> [What the task requires]:
Check each line of the material below for "Nord" and copy those where it appears.

+++ Task inputs +++

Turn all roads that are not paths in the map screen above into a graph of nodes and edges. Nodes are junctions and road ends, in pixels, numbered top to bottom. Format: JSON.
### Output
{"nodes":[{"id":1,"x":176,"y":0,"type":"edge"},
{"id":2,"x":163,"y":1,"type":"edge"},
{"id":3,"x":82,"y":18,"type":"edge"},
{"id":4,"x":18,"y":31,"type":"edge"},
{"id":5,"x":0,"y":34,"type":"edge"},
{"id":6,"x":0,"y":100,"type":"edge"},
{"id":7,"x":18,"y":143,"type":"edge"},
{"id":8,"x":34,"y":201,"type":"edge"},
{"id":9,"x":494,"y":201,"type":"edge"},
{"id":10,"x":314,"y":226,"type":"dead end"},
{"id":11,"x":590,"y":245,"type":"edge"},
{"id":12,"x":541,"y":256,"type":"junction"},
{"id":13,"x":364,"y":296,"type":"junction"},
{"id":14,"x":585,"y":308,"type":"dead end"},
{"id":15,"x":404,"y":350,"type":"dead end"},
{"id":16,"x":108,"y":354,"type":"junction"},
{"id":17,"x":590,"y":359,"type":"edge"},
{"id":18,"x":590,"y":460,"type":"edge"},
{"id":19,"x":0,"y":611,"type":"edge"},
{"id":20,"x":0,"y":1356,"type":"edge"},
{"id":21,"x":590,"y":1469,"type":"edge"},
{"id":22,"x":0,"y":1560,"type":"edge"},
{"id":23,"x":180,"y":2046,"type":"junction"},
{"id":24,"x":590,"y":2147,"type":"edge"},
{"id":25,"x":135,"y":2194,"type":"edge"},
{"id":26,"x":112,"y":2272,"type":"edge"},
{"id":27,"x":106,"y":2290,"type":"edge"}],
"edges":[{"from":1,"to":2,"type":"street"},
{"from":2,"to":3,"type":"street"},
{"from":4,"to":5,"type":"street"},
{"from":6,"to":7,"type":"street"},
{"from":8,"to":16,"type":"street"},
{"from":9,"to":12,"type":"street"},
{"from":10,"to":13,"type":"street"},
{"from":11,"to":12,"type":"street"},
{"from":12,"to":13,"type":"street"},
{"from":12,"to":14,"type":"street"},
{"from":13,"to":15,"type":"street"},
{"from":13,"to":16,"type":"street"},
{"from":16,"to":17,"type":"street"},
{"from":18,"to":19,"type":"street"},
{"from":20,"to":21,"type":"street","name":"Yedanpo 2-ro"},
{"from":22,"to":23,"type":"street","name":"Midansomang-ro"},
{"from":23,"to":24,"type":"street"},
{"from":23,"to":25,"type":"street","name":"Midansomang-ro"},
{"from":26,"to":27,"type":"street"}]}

+++
+++ Task inputs +++

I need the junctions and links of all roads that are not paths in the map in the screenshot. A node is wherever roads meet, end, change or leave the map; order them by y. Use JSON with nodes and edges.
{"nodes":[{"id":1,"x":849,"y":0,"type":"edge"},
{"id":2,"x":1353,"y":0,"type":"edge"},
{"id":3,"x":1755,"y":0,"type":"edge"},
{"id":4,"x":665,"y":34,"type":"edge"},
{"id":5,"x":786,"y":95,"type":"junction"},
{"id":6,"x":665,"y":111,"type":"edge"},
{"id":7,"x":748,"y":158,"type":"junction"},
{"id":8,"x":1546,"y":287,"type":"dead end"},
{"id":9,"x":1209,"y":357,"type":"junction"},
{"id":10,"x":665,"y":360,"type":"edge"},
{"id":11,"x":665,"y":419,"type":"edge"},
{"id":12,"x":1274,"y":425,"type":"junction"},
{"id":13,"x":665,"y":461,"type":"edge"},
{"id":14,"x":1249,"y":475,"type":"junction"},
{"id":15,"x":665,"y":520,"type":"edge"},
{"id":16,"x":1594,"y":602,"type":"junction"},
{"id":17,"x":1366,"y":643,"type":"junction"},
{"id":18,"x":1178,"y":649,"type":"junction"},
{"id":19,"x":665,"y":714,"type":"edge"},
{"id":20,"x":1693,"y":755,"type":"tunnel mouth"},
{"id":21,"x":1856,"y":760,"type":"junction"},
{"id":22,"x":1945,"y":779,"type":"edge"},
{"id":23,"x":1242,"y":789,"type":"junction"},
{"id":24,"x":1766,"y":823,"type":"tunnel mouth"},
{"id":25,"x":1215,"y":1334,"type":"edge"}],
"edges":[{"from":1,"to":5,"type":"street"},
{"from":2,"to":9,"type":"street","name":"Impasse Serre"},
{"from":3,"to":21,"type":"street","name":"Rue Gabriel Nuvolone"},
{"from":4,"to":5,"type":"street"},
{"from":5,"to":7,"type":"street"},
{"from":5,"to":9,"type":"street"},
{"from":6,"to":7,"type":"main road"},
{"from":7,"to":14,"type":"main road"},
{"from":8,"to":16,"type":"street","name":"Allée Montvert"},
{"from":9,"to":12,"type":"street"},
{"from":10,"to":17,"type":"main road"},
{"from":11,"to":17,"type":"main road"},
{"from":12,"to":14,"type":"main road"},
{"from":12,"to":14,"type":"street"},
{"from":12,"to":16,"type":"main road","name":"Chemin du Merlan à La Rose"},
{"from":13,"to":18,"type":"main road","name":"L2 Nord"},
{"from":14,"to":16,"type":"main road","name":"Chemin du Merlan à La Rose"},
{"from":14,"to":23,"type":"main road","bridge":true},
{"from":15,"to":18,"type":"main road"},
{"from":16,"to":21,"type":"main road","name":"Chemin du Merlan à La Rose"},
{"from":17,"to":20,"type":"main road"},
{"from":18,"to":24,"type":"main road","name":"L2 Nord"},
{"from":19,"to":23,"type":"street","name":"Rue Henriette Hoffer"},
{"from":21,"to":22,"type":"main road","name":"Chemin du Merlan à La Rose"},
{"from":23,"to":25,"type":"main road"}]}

+++

> [Response to the exercise]:
{"from":13,"to":18,"type":"main road","name":"L2 Nord"},
{"from":18,"to":24,"type":"main road","name":"L2 Nord"},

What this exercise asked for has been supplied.